L’introduction d’un cadre légal répond à une revendication de longue date de l’OGBL qui, afin de combler un certain vide juridique, avait déjà signé en 2009 un accord interprofessionnel portant sur le harcèlement et la violence au travail avec le LCGB et l’UEL. L’OGBL salue l’initiative du gouvernement d’introduire, au-delà de cet accord interprofessionnel, un cadre légal pour lutter contre le harcèlement moral au travail. Même si des lacunes évidentes subsistent dans le texte, un certain nombre de nouveautés viennent toutefois renforcer la protection des victimes et placer l’employeur au cœur du dispositif.

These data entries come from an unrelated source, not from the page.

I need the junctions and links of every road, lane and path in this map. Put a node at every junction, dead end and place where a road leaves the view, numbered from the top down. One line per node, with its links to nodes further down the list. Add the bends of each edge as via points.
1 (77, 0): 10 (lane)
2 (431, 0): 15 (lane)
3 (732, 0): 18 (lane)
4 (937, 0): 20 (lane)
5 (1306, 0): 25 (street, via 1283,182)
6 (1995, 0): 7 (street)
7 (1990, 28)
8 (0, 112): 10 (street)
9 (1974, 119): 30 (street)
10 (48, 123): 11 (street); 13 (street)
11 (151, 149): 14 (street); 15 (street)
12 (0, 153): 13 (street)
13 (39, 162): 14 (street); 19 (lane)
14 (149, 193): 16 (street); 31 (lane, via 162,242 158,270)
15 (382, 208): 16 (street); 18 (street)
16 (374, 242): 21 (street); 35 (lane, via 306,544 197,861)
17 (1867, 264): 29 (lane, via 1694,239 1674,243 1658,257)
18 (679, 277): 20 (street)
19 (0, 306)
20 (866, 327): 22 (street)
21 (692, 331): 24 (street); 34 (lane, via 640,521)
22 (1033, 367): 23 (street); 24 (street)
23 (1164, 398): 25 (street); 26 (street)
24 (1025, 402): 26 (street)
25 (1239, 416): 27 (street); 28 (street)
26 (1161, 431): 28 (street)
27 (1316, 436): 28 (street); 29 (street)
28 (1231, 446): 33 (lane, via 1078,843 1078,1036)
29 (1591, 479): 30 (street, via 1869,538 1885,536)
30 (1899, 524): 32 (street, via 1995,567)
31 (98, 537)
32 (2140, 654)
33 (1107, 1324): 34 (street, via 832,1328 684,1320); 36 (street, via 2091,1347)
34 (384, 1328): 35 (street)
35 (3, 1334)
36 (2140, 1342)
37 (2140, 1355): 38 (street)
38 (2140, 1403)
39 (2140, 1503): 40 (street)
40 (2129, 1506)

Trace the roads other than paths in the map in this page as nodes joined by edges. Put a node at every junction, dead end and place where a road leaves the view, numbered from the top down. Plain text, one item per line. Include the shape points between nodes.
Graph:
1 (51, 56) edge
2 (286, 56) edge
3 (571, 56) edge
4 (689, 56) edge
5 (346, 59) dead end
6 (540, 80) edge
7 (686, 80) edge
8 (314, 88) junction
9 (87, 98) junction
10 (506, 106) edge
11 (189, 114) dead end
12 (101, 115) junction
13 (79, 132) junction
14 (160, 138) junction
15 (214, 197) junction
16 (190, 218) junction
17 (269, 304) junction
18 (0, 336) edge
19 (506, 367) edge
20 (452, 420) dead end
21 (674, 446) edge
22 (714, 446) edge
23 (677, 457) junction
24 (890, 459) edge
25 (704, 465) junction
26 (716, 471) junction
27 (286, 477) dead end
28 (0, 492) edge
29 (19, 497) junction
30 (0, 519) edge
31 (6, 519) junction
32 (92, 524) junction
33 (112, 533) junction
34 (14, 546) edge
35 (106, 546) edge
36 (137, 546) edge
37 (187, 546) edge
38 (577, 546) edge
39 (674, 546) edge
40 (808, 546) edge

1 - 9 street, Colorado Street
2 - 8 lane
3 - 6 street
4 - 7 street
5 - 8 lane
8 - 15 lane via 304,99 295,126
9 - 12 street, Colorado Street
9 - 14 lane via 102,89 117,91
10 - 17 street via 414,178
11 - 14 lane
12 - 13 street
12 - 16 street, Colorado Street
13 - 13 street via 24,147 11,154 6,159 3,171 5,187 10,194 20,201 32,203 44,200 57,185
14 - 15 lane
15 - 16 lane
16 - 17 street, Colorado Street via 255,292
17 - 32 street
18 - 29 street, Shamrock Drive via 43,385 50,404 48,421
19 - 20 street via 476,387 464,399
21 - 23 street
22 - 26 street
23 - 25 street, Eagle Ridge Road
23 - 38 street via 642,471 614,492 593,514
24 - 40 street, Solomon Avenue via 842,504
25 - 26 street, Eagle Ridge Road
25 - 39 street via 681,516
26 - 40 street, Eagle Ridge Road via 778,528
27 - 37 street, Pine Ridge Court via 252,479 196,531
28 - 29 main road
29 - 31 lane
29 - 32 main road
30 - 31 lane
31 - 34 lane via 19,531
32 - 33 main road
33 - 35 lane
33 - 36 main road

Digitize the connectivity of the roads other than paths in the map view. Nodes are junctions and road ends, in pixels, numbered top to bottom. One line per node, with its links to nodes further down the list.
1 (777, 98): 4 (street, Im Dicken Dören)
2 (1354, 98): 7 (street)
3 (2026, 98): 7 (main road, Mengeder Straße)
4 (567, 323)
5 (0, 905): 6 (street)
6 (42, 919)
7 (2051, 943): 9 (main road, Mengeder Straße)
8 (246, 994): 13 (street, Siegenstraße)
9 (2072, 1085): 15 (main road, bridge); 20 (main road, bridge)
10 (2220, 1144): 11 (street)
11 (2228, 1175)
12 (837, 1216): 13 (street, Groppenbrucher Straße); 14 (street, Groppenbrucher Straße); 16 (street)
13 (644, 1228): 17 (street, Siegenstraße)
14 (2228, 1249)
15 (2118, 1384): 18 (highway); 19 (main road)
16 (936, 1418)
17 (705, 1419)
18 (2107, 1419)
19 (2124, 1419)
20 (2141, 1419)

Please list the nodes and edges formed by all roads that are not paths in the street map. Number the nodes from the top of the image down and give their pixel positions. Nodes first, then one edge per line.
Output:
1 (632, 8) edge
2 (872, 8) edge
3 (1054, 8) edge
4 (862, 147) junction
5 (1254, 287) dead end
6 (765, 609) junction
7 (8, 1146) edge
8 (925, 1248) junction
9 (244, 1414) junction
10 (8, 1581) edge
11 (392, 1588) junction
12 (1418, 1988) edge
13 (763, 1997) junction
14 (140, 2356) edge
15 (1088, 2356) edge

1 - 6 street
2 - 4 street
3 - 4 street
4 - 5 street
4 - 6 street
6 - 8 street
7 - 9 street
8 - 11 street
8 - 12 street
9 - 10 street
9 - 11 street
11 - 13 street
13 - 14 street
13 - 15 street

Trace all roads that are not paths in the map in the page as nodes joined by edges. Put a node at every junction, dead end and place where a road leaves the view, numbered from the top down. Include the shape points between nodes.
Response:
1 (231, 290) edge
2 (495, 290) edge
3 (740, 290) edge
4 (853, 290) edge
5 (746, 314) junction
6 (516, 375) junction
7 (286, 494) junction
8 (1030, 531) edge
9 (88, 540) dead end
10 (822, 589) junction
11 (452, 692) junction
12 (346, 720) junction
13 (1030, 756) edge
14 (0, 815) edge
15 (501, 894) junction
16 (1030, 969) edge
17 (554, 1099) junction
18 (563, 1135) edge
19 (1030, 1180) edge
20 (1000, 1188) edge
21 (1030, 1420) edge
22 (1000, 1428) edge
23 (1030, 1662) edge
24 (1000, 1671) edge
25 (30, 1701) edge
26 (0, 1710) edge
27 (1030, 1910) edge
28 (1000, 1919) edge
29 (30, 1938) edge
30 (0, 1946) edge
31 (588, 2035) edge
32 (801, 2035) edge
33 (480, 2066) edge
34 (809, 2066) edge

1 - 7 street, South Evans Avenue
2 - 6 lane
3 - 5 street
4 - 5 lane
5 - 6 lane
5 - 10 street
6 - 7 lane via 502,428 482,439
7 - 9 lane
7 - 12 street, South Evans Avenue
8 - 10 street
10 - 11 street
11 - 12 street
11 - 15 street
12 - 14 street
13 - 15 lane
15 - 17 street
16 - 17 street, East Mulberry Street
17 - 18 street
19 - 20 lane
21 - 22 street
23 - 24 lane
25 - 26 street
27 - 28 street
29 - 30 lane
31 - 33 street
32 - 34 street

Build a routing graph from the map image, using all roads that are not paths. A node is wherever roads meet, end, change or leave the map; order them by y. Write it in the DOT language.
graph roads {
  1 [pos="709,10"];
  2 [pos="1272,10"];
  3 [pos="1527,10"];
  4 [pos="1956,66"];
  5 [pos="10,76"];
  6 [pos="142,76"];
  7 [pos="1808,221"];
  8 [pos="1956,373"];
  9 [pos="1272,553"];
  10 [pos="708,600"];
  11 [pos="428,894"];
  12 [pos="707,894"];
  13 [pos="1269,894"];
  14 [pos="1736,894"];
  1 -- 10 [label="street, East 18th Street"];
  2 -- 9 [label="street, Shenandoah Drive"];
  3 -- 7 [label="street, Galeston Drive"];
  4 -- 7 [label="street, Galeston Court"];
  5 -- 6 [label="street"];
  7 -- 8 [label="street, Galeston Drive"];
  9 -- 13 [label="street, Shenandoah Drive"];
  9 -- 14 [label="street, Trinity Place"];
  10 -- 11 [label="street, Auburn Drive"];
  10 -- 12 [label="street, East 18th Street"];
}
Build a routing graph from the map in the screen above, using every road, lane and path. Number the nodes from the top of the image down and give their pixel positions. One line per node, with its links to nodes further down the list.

Un texte qui prévoit une implication de l’ITM

Outre les éléments inspirés par l’accord interprofessionnel conclu entre syndicats et patronat concernant les mesures à prendre par l’employeur, si ce dernier a été informé d’un cas de harcèlement moral au sein de son entreprise, la nouvelle loi prévoit à présent une implication de l’Inspection du Travail et des Mines dans le processus. En effet, si le salarié estime que la harcèlement moral subsiste après la mise en œuvre des mesures ou si l’employeur s’abstient de prendre des mesures adéquates, le salarié (ou la délégation du personnel avec l’accord du salarié) peut alors saisir l’ITM.

Le texte prévoit notamment que la présumée victime et le présumé auteur des faits (ou le cas échéant d’autres salariés et l’employeur ou son représentant) soient entendus par l’ITM, qui doit alors transmettre dans les 45 jours après réception du dossier un rapport complet à l’employeur. Si l’ITM statue sur l’existence d’actes de harcèlement moral, l’employeur reçoit l’injonction de prendre les mesures nécessaires pour faire cesser immédiatement ces actes; faute de quoi l’ITM sera alors en droit d’infliger une amende administrative à l’employeur.

Une définition large du cadre temporel et spatial

La nouvelle loi prévoit également une définition assez large du harcèlement moral à l’occasion des relations de travail. La dimension temporelle implique une répétition ou une systématisation des actes sans pour autant définir un laps de temps précis. Alors que la dimension spatiale s’étend au-delà du lieu physique du travail. Ainsi, un voyage ou un déplacement professionnel, une formation externe, ou encore des communications pendant ou en dehors du temps de travail font partie intégrante de la relation de travail. La courte définition du harcèlement moral mérite de s’appliquer à présent à une multitude de situations sans en exclure.

Une protection aux victimes et un rôle de soutien de la délégation du personnel

La loi prévoit par ailleurs que la délégation du personnel joue un rôle d’accompagnement et de conseil auprès de la victime. De son côté, le salarié qui s’estime victime peut désormais demander à résilier son contrat de travail sans préavis et sans conséquences pour motif grave, des dommages et intérêts pouvant même lui être accordés dans certains cas.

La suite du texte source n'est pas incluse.